===== Data for this exercise =====

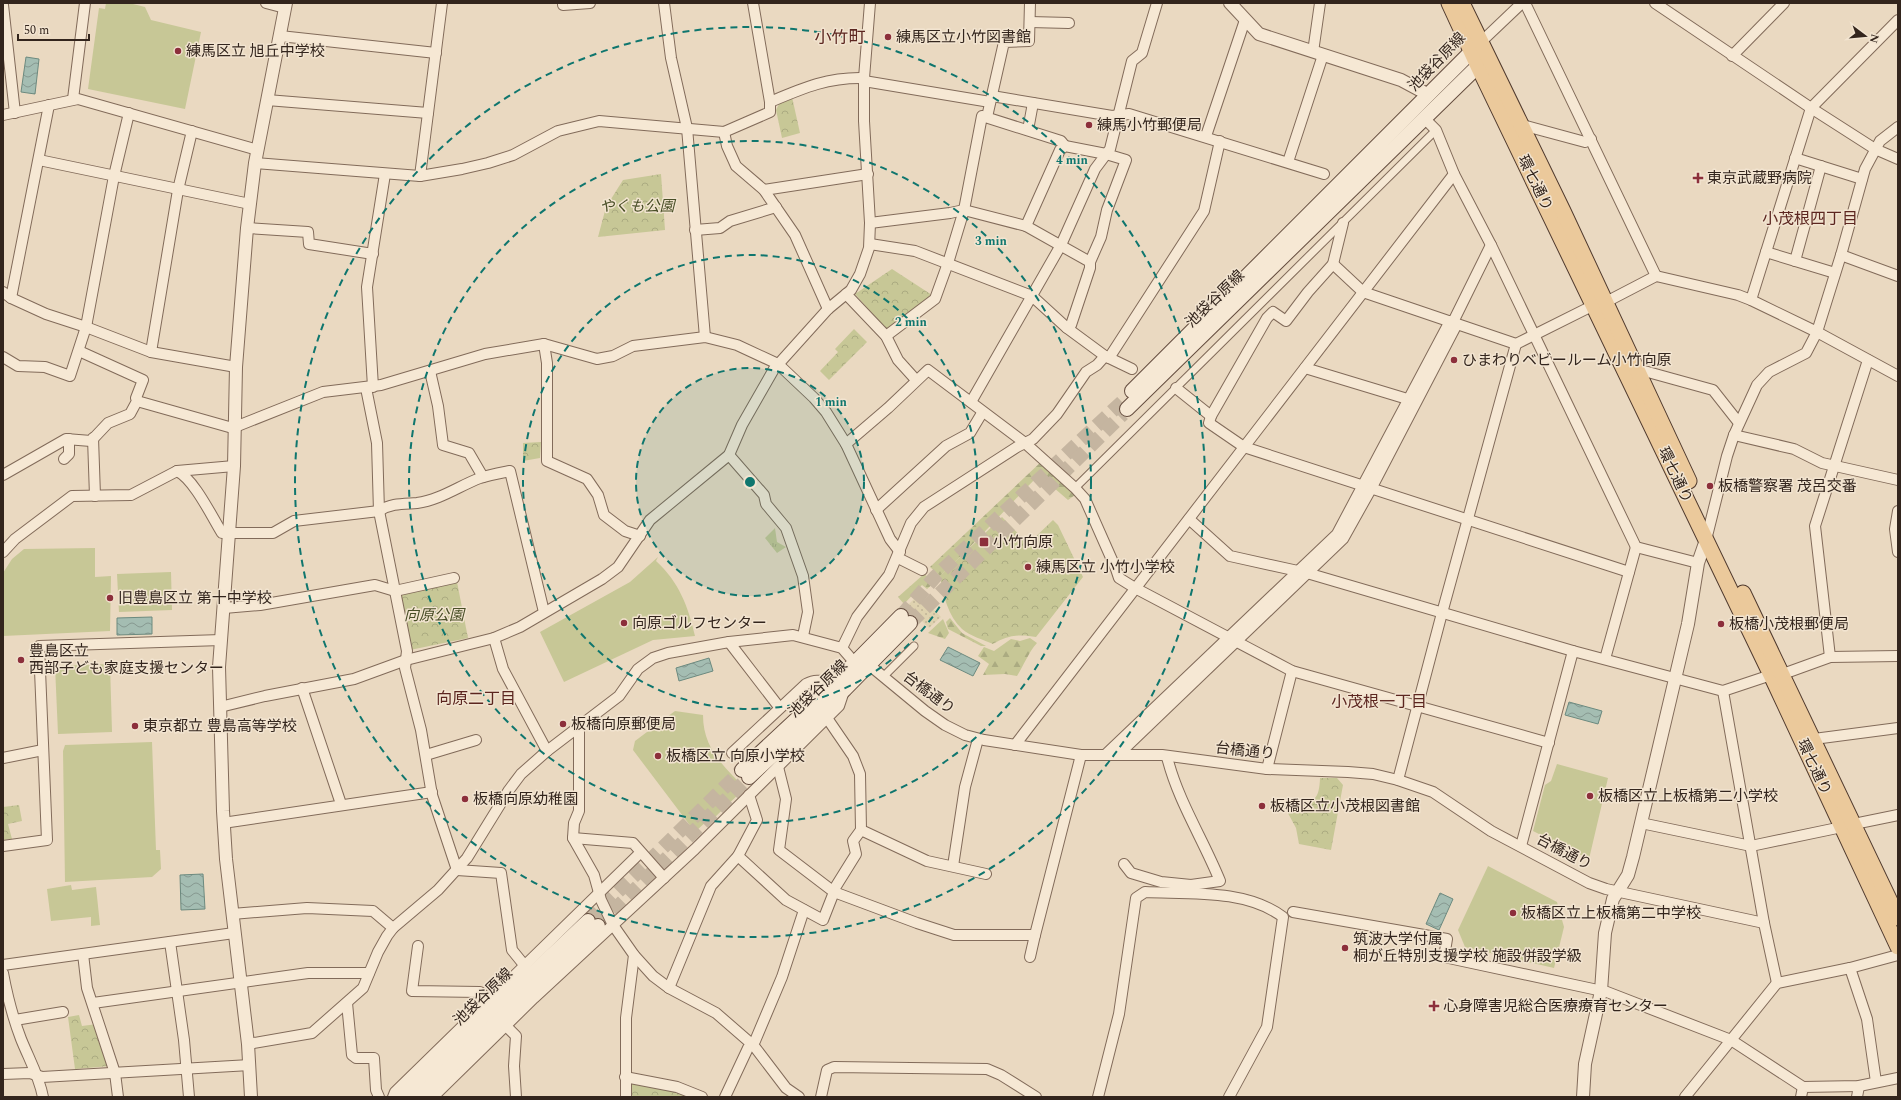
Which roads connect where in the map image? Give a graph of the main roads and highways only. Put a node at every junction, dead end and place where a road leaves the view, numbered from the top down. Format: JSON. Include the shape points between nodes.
{"nodes":[{"id":1,"x":1449,"y":3,"type":"edge"},
{"id":2,"x":1462,"y":3,"type":"edge"},
{"id":3,"x":1476,"y":47,"type":"junction"},
{"id":4,"x":1478,"y":66,"type":"junction"},
{"id":5,"x":1449,"y":94,"type":"junction"},
{"id":6,"x":1429,"y":95,"type":"junction"},
{"id":7,"x":1600,"y":303,"type":"junction"},
{"id":8,"x":1708,"y":534,"type":"junction"},
{"id":9,"x":905,"y":620,"type":"tunnel mouth"},
{"id":10,"x":1777,"y":674,"type":"junction"},
{"id":11,"x":746,"y":773,"type":"tunnel mouth"},
{"id":12,"x":1848,"y":826,"type":"junction"},
{"id":13,"x":1898,"y":918,"type":"edge"},
{"id":14,"x":1898,"y":947,"type":"edge"},
{"id":15,"x":402,"y":1097,"type":"edge"},
{"id":16,"x":419,"y":1097,"type":"edge"}],
"edges":[{"from":1,"to":3,"type":"main road","name":"環七通り"},
{"from":2,"to":3,"type":"main road","name":"環七通り"},
{"from":3,"to":4,"type":"main road","name":"環七通り"},
{"from":3,"to":6,"type":"main road","name":"池袋谷原線"},
{"from":3,"to":7,"type":"main road","name":"環七通り","via":[[1522,125]]},
{"from":4,"to":5,"type":"main road","name":"池袋谷原線"},
{"from":4,"to":7,"type":"main road","name":"環七通り"},
{"from":5,"to":6,"type":"main road","via":[[1434,98]]},
{"from":5,"to":6,"type":"main road","name":"池袋谷原線","via":[[1124,406],[1216,306]]},
{"from":7,"to":8,"type":"main road","name":"環七通り"},
{"from":7,"to":8,"type":"main road","name":"環七通り","via":[[1637,369]]},
{"from":8,"to":10,"type":"main road","name":"環七通り"},
{"from":9,"to":11,"type":"main road","name":"池袋谷原線"},
{"from":10,"to":12,"type":"main road","name":"環七通り"},
{"from":10,"to":12,"type":"main road","name":"環七通り","via":[[1814,739]]},
{"from":12,"to":13,"type":"main road","name":"環七通り"},
{"from":12,"to":14,"type":"main road","name":"環七通り"},
{"from":15,"to":16,"type":"main road","name":"池袋谷原線","via":[[593,923]]}]}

=====

**Exercise prompt**
Your answer must be the full listing, reproduced word for word, without its pictures.

**Your solution**
Which roads connect where in the map image? Give a graph of the main roads and highways only. Put a node at every junction, dead end and place where a road leaves the view, numbered from the top down. Format: JSON. Include the shape points between nodes.
{"nodes":[{"id":1,"x":1449,"y":3,"type":"edge"},
{"id":2,"x":1462,"y":3,"type":"edge"},
{"id":3,"x":1476,"y":47,"type":"junction"},
{"id":4,"x":1478,"y":66,"type":"junction"},
{"id":5,"x":1449,"y":94,"type":"junction"},
{"id":6,"x":1429,"y":95,"type":"junction"},
{"id":7,"x":1600,"y":303,"type":"junction"},
{"id":8,"x":1708,"y":534,"type":"junction"},
{"id":9,"x":905,"y":620,"type":"tunnel mouth"},
{"id":10,"x":1777,"y":674,"type":"junction"},
{"id":11,"x":746,"y":773,"type":"tunnel mouth"},
{"id":12,"x":1848,"y":826,"type":"junction"},
{"id":13,"x":1898,"y":918,"type":"edge"},
{"id":14,"x":1898,"y":947,"type":"edge"},
{"id":15,"x":402,"y":1097,"type":"edge"},
{"id":16,"x":419,"y":1097,"type":"edge"}],
"edges":[{"from":1,"to":3,"type":"main road","name":"環七通り"},
{"from":2,"to":3,"type":"main road","name":"環七通り"},
{"from":3,"to":4,"type":"main road","name":"環七通り"},
{"from":3,"to":6,"type":"main road","name":"池袋谷原線"},
{"from":3,"to":7,"type":"main road","name":"環七通り","via":[[1522,125]]},
{"from":4,"to":5,"type":"main road","name":"池袋谷原線"},
{"from":4,"to":7,"type":"main road","name":"環七通り"},
{"from":5,"to":6,"type":"main road","via":[[1434,98]]},
{"from":5,"to":6,"type":"main road","name":"池袋谷原線","via":[[1124,406],[1216,306]]},
{"from":7,"to":8,"type":"main road","name":"環七通り"},
{"from":7,"to":8,"type":"main road","name":"環七通り","via":[[1637,369]]},
{"from":8,"to":10,"type":"main road","name":"環七通り"},
{"from":9,"to":11,"type":"main road","name":"池袋谷原線"},
{"from":10,"to":12,"type":"main road","name":"環七通り"},
{"from":10,"to":12,"type":"main road","name":"環七通り","via":[[1814,739]]},
{"from":12,"to":13,"type":"main road","name":"環七通り"},
{"from":12,"to":14,"type":"main road","name":"環七通り"},
{"from":15,"to":16,"type":"main road","name":"池袋谷原線","via":[[593,923]]}]}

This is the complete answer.